EXERCISE: Where the listing shows an image, skip it and output all other material unchanged.

------ THE RECORDS ------

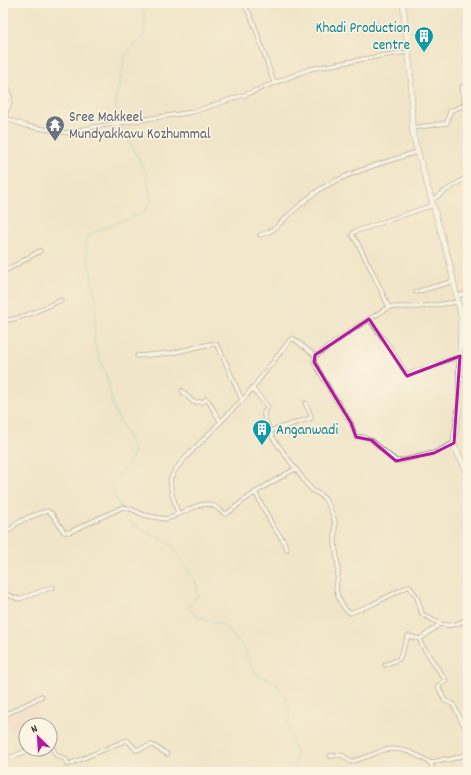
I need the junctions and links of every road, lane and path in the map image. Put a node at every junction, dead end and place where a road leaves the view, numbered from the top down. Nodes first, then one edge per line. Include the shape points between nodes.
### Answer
1 (243, 3) edge
2 (403, 3) edge
3 (408, 52) junction
4 (3, 79) edge
5 (274, 83) junction
6 (468, 86) edge
7 (3, 117) edge
8 (412, 128) junction
9 (417, 152) junction
10 (468, 176) edge
11 (432, 203) junction
12 (260, 235) dead end
13 (40, 251) dead end
14 (3, 272) edge
15 (454, 281) junction
16 (416, 292) dead end
17 (468, 292) edge
18 (457, 296) junction
19 (61, 300) dead end
20 (458, 302) junction
21 (389, 307) junction
22 (369, 319) junction
23 (3, 321) edge
24 (315, 355) junction
25 (137, 356) dead end
26 (460, 356) junction
27 (468, 378) edge
28 (458, 380) junction
29 (252, 388) junction
30 (182, 391) dead end
31 (242, 400) junction
32 (305, 403) dead end
33 (221, 422) junction
34 (270, 431) junction
35 (454, 443) junction
36 (295, 469) junction
37 (468, 473) edge
38 (255, 492) junction
39 (177, 514) junction
40 (3, 534) edge
41 (287, 549) dead end
42 (53, 587) dead end
43 (3, 595) edge
44 (468, 618) edge
45 (440, 624) junction
46 (420, 639) junction
47 (385, 665) dead end
48 (42, 696) dead end
49 (3, 716) edge
50 (468, 722) edge
51 (18, 754) edge
52 (167, 754) dead end
53 (468, 754) edge
54 (58, 756) edge
55 (330, 756) dead end
56 (3, 760) edge
57 (431, 763) junction
58 (433, 772) edge

1 - 5 street via 254,24
2 - 3 main road
3 - 5 street via 310,69
3 - 8 main road
4 - 7 street via 11,100
5 - 7 street via 193,112 68,133 26,126
6 - 8 street via 462,87 465,105 450,111 446,123
8 - 9 main road
9 - 11 main road
9 - 12 street via 355,172 321,189 275,228
10 - 11 street
11 - 15 main road
11 - 21 street via 354,232 352,235
13 - 14 street
15 - 16 street
15 - 18 main road
17 - 18 street
18 - 20 main road
19 - 23 street via 37,312
20 - 21 street via 418,307
20 - 26 main road via 461,316
21 - 22 street
22 - 24 street
22 - 26 street via 408,374
24 - 29 street via 291,339
24 - 35 street via 314,362 351,423 356,437 371,440 396,461 434,453
25 - 31 street via 172,353 216,344
26 - 28 main road
27 - 28 street
28 - 35 main road via 459,407
29 - 31 street
29 - 34 street via 268,407 264,416
30 - 33 street via 193,402 203,402 206,399
31 - 33 street
32 - 34 street via 311,418
33 - 39 street via 186,457 170,480
34 - 36 street
35 - 37 main road
36 - 38 street
36 - 45 street via 314,491 324,498 335,522 338,565 336,590 345,609 350,613 410,586 417,597 422,614
38 - 39 street via 228,513 224,514 217,507 205,504
38 - 41 street
39 - 40 street via 166,519 122,508 72,531 64,532 47,511 23,520
42 - 43 street via 18,599
44 - 45 street via 449,626
45 - 46 street
46 - 47 street via 408,636 400,659
46 - 50 street via 446,681 438,686 445,701 453,704 463,724
48 - 49 street
51 - 56 street
52 - 54 street via 152,745 136,750 127,740 67,765 67,760
53 - 57 street
55 - 57 street via 342,755 351,762 384,750 396,749 406,750
57 - 58 street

------

RESPONSE AREA:
I need the junctions and links of every road, lane and path in the map image. Put a node at every junction, dead end and place where a road leaves the view, numbered from the top down. Nodes first, then one edge per line. Include the shape points between nodes.
### Answer
1 (243, 3) edge
2 (403, 3) edge
3 (408, 52) junction
4 (3, 79) edge
5 (274, 83) junction
6 (468, 86) edge
7 (3, 117) edge
8 (412, 128) junction
9 (417, 152) junction
10 (468, 176) edge
11 (432, 203) junction
12 (260, 235) dead end
13 (40, 251) dead end
14 (3, 272) edge
15 (454, 281) junction
16 (416, 292) dead end
17 (468, 292) edge
18 (457, 296) junction
19 (61, 300) dead end
20 (458, 302) junction
21 (389, 307) junction
22 (369, 319) junction
23 (3, 321) edge
24 (315, 355) junction
25 (137, 356) dead end
26 (460, 356) junction
27 (468, 378) edge
28 (458, 380) junction
29 (252, 388) junction
30 (182, 391) dead end
31 (242, 400) junction
32 (305, 403) dead end
33 (221, 422) junction
34 (270, 431) junction
35 (454, 443) junction
36 (295, 469) junction
37 (468, 473) edge
38 (255, 492) junction
39 (177, 514) junction
40 (3, 534) edge
41 (287, 549) dead end
42 (53, 587) dead end
43 (3, 595) edge
44 (468, 618) edge
45 (440, 624) junction
46 (420, 639) junction
47 (385, 665) dead end
48 (42, 696) dead end
49 (3, 716) edge
50 (468, 722) edge
51 (18, 754) edge
52 (167, 754) dead end
53 (468, 754) edge
54 (58, 756) edge
55 (330, 756) dead end
56 (3, 760) edge
57 (431, 763) junction
58 (433, 772) edge

1 - 5 street via 254,24
2 - 3 main road
3 - 5 street via 310,69
3 - 8 main road
4 - 7 street via 11,100
5 - 7 street via 193,112 68,133 26,126
6 - 8 street via 462,87 465,105 450,111 446,123
8 - 9 main road
9 - 11 main road
9 - 12 street via 355,172 321,189 275,228
10 - 11 street
11 - 15 main road
11 - 21 street via 354,232 352,235
13 - 14 street
15 - 16 street
15 - 18 main road
17 - 18 street
18 - 20 main road
19 - 23 street via 37,312
20 - 21 street via 418,307
20 - 26 main road via 461,316
21 - 22 street
22 - 24 street
22 - 26 street via 408,374
24 - 29 street via 291,339
24 - 35 street via 314,362 351,423 356,437 371,440 396,461 434,453
25 - 31 street via 172,353 216,344
26 - 28 main road
27 - 28 street
28 - 35 main road via 459,407
29 - 31 street
29 - 34 street via 268,407 264,416
30 - 33 street via 193,402 203,402 206,399
31 - 33 street
32 - 34 street via 311,418
33 - 39 street via 186,457 170,480
34 - 36 street
35 - 37 main road
36 - 38 street
36 - 45 street via 314,491 324,498 335,522 338,565 336,590 345,609 350,613 410,586 417,597 422,614
38 - 39 street via 228,513 224,514 217,507 205,504
38 - 41 street
39 - 40 street via 166,519 122,508 72,531 64,532 47,511 23,520
42 - 43 street via 18,599
44 - 45 street via 449,626
45 - 46 street
46 - 47 street via 408,636 400,659
46 - 50 street via 446,681 438,686 445,701 453,704 463,724
48 - 49 street
51 - 56 street
52 - 54 street via 152,745 136,750 127,740 67,765 67,760
53 - 57 street
55 - 57 street via 342,755 351,762 384,750 396,749 406,750
57 - 58 street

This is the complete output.